Tough Economic Times & the Green Movement
Recently, I served as a guest panelist for two events: the Pittsburgh Business Times Leadership Dialogue Series in downtown Pittsburgh, and the Wall Street Journal event in Chicago, “Top Small Workplaces.” Both events were podcast which was rather fun. What struck me at both of these conferences is that no matter what the venture, small business owners are dealing with leading their companies through tough economic times and integrating into the green movement.
At the Leadership Dialogue Series, the conversation was on the economic opportunities and solutions that the green movement brings to businesses and to Pennsylvania. Integrating sustainable practices into our buildings and operations not only makes our companies more competitive and resilient, but it also addresses the increased health risks due to poor indoor air quality, addresses sick building syndrome, energy usage, waste, climate change, etc..
It was fitting that Rebecca Flora, Executive Director of the Green Building Alliance and Board Chair of the U.S. Green Building Council was on the panel with me. Just as Berner has been a pioneer in energy savings and comfortable environments for over 50 years, Rebecca has been a pioneer in the green building movement, driving Pittsburgh to construct the first green convention center and getting corporations with large footprints like PNC Bank on board the green bus.

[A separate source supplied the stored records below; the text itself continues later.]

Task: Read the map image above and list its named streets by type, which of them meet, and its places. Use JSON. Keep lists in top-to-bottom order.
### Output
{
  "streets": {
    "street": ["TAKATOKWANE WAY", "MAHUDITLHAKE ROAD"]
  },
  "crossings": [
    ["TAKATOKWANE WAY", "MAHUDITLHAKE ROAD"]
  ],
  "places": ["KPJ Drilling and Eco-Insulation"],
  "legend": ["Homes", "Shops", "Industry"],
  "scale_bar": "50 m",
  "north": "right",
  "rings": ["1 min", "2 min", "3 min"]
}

A few weeks later, I spoke at the Top Small Workplaces Conference. Every year, the Wall Street Journal and Winning Workplaces team up for this conference and awards ceremony in Chicago. Top Small Workplaces was established to award exceptional small businesses that excel in balancing innovation and high productivity with flexibility and personal growth. I was a winner in 2004 and have been asked back as a judge and speaker in the years since 2004. This year, the theme was “Creating Enduring Small Businesses.” A lot of the conversation was about surviving the economic downturn and cutting costs while maintaining a rewarding working environment for employees. But which costs? Well, integrating sustainable practices often allows you to do more with less. One cost that I believe should not be cut in hard times is marketing. Marketing helps bring in sales. I believe that we should look not just at what can be cut, but also at how we can do things differently, what can we do to conserve and to make the most of what we have?

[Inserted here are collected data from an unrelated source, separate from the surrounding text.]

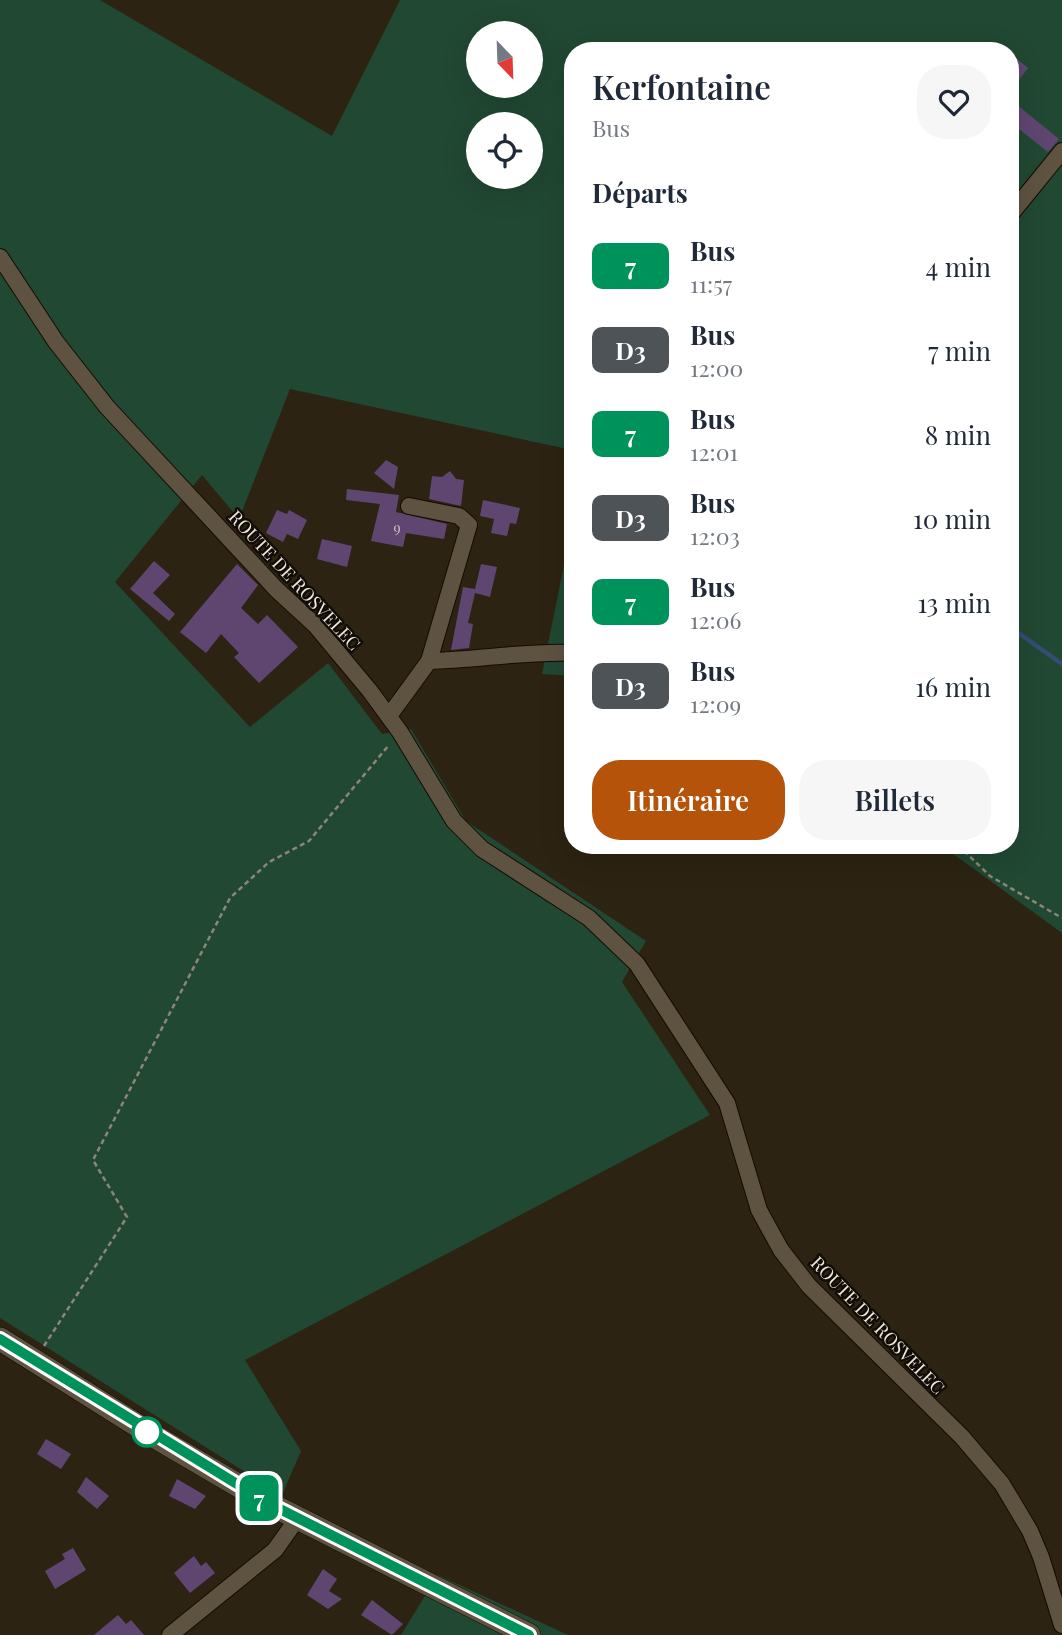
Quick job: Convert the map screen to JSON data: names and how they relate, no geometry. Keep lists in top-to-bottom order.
{
  "streets": {
    "street": ["ROUTE DE ROSVELEC"]
  },
  "lines": ["bus line 7"],
  "house_numbers": ["9"],
  "north": "bottom right",
  "page": {
    "on_map": "7",
    "heading": [
      ["Kerfontaine", "Bus"],
      "Départs"
    ],
    "list": [
      {
        "mark": "7",
        "name": "Bus",
        "note": "11:57",
        "value": "4 min"
      },
      {
        "mark": "D3",
        "name": "Bus",
        "note": "12:00",
        "value": "7 min"
      },
      {
        "mark": "7",
        "name": "Bus",
        "note": "12:01",
        "value": "8 min"
      },
      {
        "mark": "D3",
        "name": "Bus",
        "note": "12:03",
        "value": "10 min"
      },
      {
        "mark": "7",
        "name": "Bus",
        "note": "12:06",
        "value": "13 min"
      },
      {
        "mark": "D3",
        "name": "Bus",
        "note": "12:09",
        "value": "16 min"
      }
    ],
    "buttons": ["Itinéraire", "Billets"]
  }
}
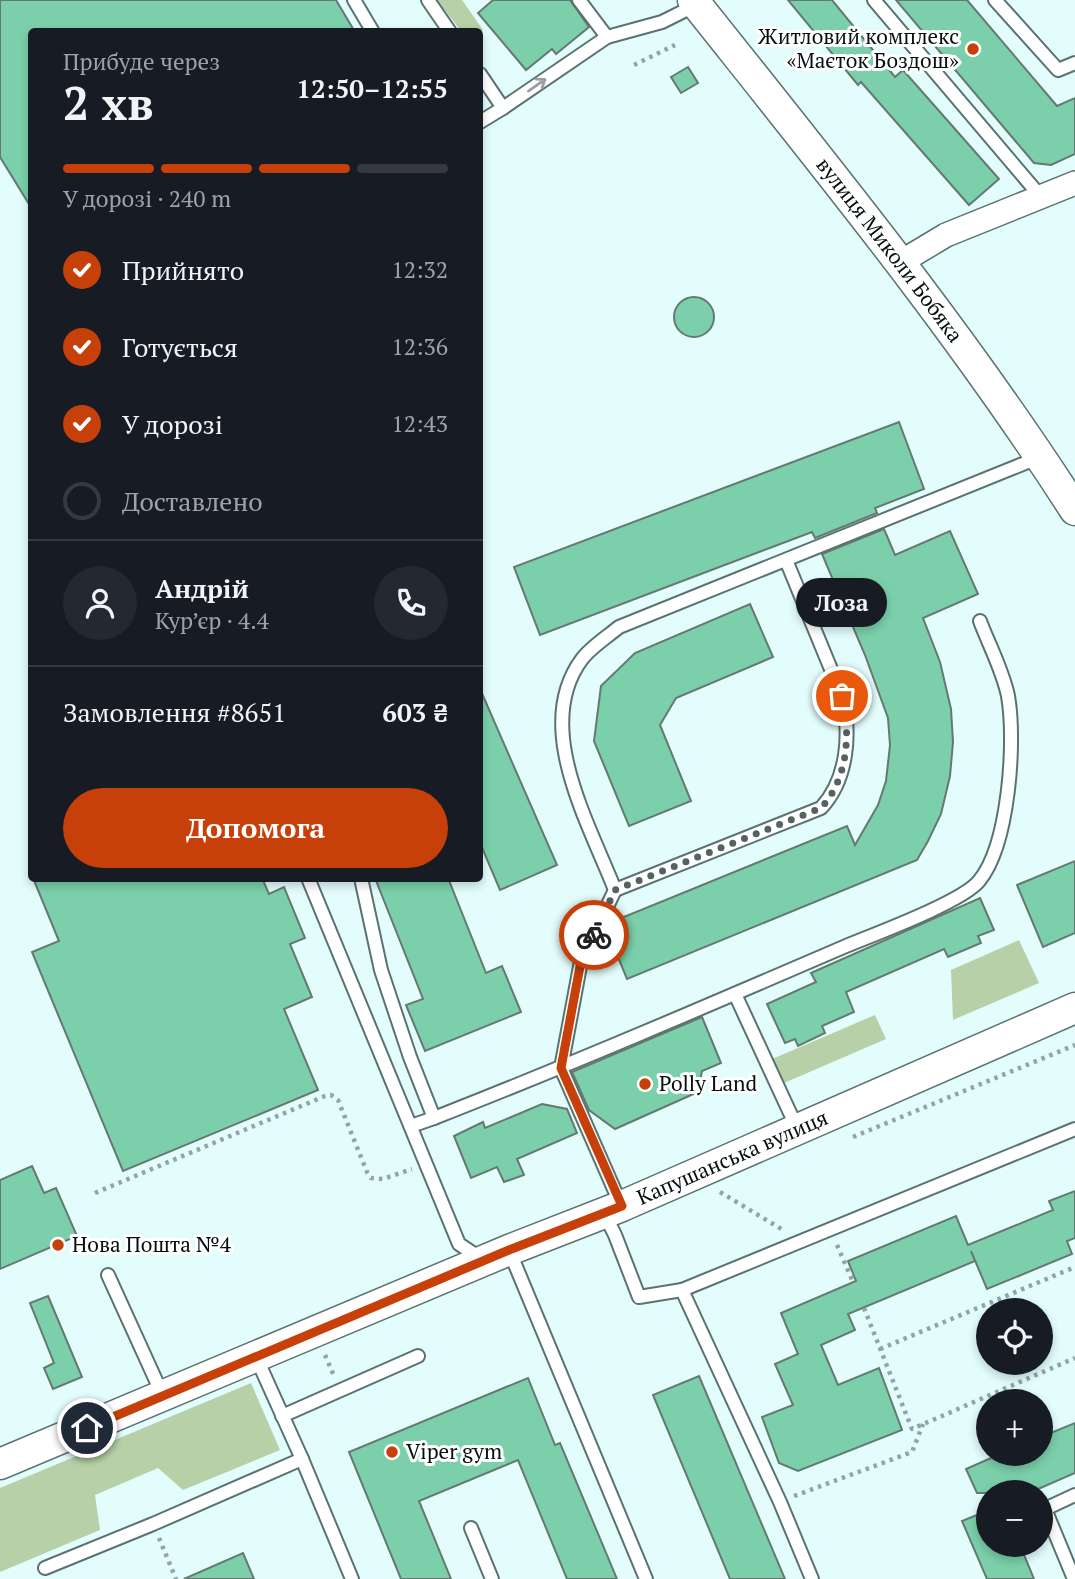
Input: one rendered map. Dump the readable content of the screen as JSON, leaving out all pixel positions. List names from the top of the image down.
{
  "streets": {
    "street": ["вулиця Миколи Бобяка", "Капушанська вулиця"]
  },
  "places": [
    "Житловий комплекс «Маєток Боздош»",
    "Лоза",
    "Polly Land",
    "Нова Пошта №4",
    "Viper gym"
  ],
  "page": {
    "heading": ["2 хв", "Прибуде через", "12:50–12:55"],
    "panel": [
      "Андрій",
      "Кур’єр · 4.4",
      "Замовлення #8651",
      "603 ₴"
    ],
    "bar": "У дорозі · 240 m",
    "list": [
      ["Прийнято", "12:32"],
      ["Готується", "12:36"],
      ["У дорозі", "12:43"],
      "Доставлено"
    ],
    "bubble": "Лоза",
    "buttons": "Допомога",
    "map_buttons": ["+", "−"]
  }
}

Economic downturn. Green movement. The latter is a solution to the former. Out of adversity comes opportunity. But if you don’t market the problems, it is tough to sell the solutions. I see this belief becoming more and more widespread. The underlying message at both events was that to lead their companies through tough times, today’s small business owners should view the green movement as a competitive opportunity, whether as a guide to what they can do to improve their overhead, processes and products or as a consumer trend to which they can market and sell.
And the best part is that not only is the green movement about cutting costs, it is about taking care of our people and our planet – of having a good place to live and work, and a strong future to hand to our children.